This theme of the triune ontology continued in the conversation between Jesus and his apostles. In John 16:13-15 Jesus noted the communicating presence of the Spirit in their triune relationship. And later, in John 17, we find that the church is also united with Christ, and through Christ, with the Father. Paul also spoke of this union in organic terms: of the church as members of Christ’s body. The church, then, is both bonded to the Way and represents him as the Way on earth. As such the relational theme both precedes and explains the moral theme: that the God who is the Way then expresses his ways in calls for righteous conduct in the commandments. And those who are in the Way begin to live after his ways—thus fulfilling the commandments from the heart.

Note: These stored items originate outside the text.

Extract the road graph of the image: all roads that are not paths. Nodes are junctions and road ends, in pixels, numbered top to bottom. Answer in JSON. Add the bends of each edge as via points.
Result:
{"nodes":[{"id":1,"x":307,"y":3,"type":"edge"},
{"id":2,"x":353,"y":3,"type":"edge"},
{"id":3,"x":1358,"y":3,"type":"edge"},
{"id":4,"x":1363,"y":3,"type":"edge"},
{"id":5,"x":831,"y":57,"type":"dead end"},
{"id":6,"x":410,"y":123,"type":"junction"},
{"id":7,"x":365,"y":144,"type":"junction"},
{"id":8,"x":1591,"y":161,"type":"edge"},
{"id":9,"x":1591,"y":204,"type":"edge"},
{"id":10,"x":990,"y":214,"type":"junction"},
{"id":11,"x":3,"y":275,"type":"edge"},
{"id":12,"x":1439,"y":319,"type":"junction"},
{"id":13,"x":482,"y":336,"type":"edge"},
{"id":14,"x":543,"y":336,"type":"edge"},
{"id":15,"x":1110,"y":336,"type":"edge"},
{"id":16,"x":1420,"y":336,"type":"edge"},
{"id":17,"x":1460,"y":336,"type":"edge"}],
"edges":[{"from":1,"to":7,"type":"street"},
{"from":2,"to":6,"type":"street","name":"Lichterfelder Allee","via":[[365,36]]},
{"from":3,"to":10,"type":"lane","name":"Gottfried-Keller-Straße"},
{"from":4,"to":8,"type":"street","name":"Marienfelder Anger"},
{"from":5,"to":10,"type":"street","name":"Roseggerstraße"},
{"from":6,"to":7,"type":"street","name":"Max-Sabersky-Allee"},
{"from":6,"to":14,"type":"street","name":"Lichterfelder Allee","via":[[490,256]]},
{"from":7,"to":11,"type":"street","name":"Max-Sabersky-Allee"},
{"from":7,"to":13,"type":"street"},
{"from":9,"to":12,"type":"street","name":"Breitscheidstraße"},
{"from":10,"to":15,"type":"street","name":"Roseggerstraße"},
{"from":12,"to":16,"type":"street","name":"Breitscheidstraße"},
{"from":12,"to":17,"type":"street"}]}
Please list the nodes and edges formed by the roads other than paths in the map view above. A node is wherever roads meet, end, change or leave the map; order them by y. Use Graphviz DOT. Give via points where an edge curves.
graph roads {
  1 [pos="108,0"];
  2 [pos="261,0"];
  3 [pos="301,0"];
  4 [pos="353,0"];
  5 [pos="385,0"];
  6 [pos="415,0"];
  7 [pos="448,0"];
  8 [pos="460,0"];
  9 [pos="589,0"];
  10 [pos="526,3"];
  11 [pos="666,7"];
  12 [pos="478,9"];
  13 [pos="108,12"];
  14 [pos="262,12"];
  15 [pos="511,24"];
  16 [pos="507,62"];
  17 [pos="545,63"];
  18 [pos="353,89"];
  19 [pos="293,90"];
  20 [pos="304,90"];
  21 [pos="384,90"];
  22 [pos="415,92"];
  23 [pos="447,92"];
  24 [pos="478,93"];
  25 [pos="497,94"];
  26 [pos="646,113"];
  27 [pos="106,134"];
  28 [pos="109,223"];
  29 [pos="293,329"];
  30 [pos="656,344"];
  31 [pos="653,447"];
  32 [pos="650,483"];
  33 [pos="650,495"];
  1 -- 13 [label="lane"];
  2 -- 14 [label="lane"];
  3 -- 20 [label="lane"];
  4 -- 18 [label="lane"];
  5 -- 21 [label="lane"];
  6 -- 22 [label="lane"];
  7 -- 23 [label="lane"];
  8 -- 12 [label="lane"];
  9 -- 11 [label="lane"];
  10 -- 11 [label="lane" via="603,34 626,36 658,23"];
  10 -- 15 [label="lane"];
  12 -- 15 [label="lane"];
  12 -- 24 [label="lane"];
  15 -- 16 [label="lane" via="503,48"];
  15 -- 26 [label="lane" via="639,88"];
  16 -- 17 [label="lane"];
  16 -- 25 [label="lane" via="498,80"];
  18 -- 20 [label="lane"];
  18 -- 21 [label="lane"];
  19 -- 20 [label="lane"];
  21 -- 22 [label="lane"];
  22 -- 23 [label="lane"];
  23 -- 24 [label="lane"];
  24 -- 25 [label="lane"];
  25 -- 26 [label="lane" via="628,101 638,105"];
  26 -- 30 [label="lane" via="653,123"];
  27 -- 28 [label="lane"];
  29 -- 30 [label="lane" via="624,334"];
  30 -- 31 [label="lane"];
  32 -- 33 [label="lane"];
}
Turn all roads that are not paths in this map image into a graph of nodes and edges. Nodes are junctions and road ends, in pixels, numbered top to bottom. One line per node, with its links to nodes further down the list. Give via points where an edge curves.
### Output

Yet it is a common mistake to reverse this order. Many people see life as a progression of choices. All behaviors, they believe, are measured by a moral corollary that some behaviors are right and others are wrong. A “good” person is one who usually chooses “good” behaviors; and the “bad” person gets that status by making “bad” choices. Morality is the product of choices.

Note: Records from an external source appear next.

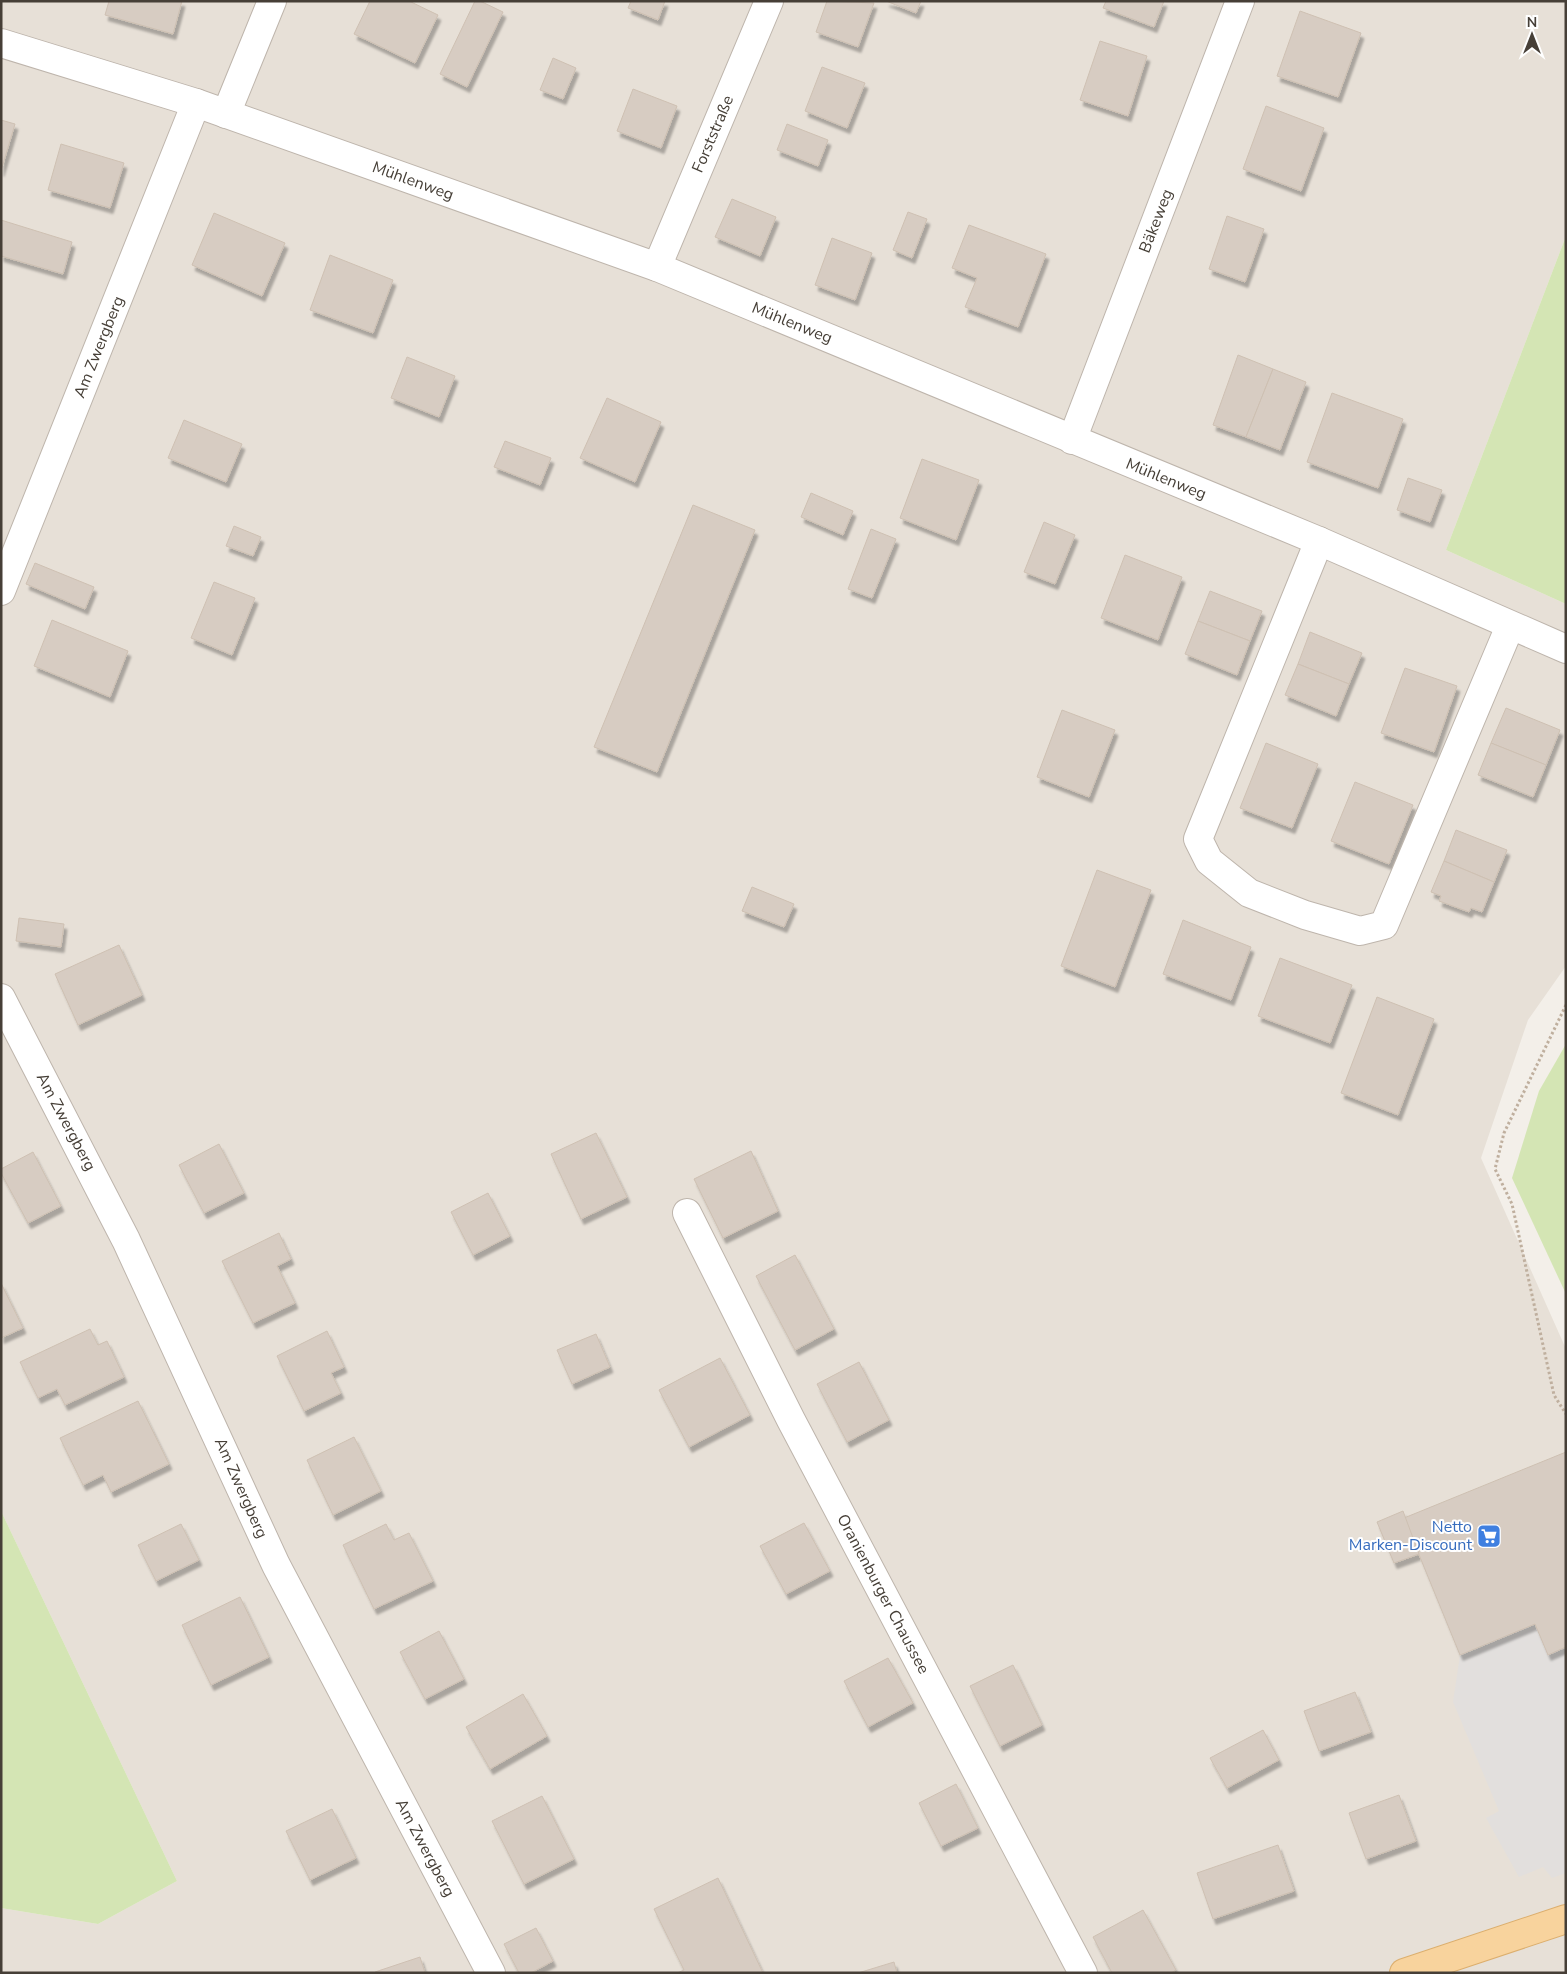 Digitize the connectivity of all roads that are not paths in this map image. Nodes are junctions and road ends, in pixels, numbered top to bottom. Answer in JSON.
{"nodes":[{"id":1,"x":272,"y":1,"type":"edge"},
{"id":2,"x":769,"y":1,"type":"edge"},
{"id":3,"x":1240,"y":1,"type":"edge"},
{"id":4,"x":1,"y":43,"type":"edge"},
{"id":5,"x":196,"y":103,"type":"junction"},
{"id":6,"x":226,"y":114,"type":"junction"},
{"id":7,"x":657,"y":267,"type":"junction"},
{"id":8,"x":1072,"y":440,"type":"junction"},
{"id":9,"x":1319,"y":542,"type":"junction"},
{"id":10,"x":1,"y":591,"type":"edge"},
{"id":11,"x":1510,"y":626,"type":"junction"},
{"id":12,"x":1566,"y":649,"type":"edge"},
{"id":13,"x":1,"y":998,"type":"edge"},
{"id":14,"x":687,"y":1214,"type":"dead end"},
{"id":15,"x":1566,"y":1919,"type":"edge"},
{"id":16,"x":490,"y":1973,"type":"edge"},
{"id":17,"x":1083,"y":1973,"type":"edge"},
{"id":18,"x":1404,"y":1973,"type":"edge"}],
"edges":[{"from":1,"to":6,"type":"street"},
{"from":2,"to":7,"type":"street","name":"Forststraße"},
{"from":3,"to":8,"type":"street","name":"Bäkeweg"},
{"from":4,"to":5,"type":"street","name":"Mühlenweg"},
{"from":5,"to":6,"type":"street","name":"Mühlenweg"},
{"from":5,"to":10,"type":"street","name":"Am Zwergberg"},
{"from":6,"to":7,"type":"street","name":"Mühlenweg"},
{"from":7,"to":8,"type":"street","name":"Mühlenweg"},
{"from":8,"to":9,"type":"street","name":"Mühlenweg"},
{"from":9,"to":11,"type":"street","name":"Mühlenweg"},
{"from":9,"to":11,"type":"street"},
{"from":11,"to":12,"type":"street","name":"Mühlenweg"},
{"from":13,"to":16,"type":"street","name":"Am Zwergberg"},
{"from":14,"to":17,"type":"street","name":"Oranienburger Chaussee"},
{"from":15,"to":18,"type":"main road"}]}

Yet the Way is a heartfelt bond—not the activities of a morality play—as the church is characterized by her union with Christ. How does union make a difference? 1. Faith is a participation in Christ 2. As a believer now lives “in Christ” Christ’s righteousness establishes his or her standing before the Father, and, 3. The Spirit’s work in the believer’s heart begins to remake it after Christ’s heart—which is to love the Father and those the Father loves.
The moralistic alternative—of religion as gathered individuals who are striving to meet God’s demands—misses the union of Christ and his church. That, in turn, confuses the function of the laws noted in the Deuteronomy texts.
To restate the issue: the moralist takes God’s commandments to be ends in themselves. Each individual is a moral practitioner and user of God’s goodness so that God serves as a moral resource to be drawn upon for the enhanced moral standing of the actor. In the process the moralist looks at his or her own “goodness” as the destination of life, rather than God himself. Thus they slip into the errors of both Thomas and Philip: they miss the relational metaphor and as a result they set up a utilitarian destination—effort-based faith.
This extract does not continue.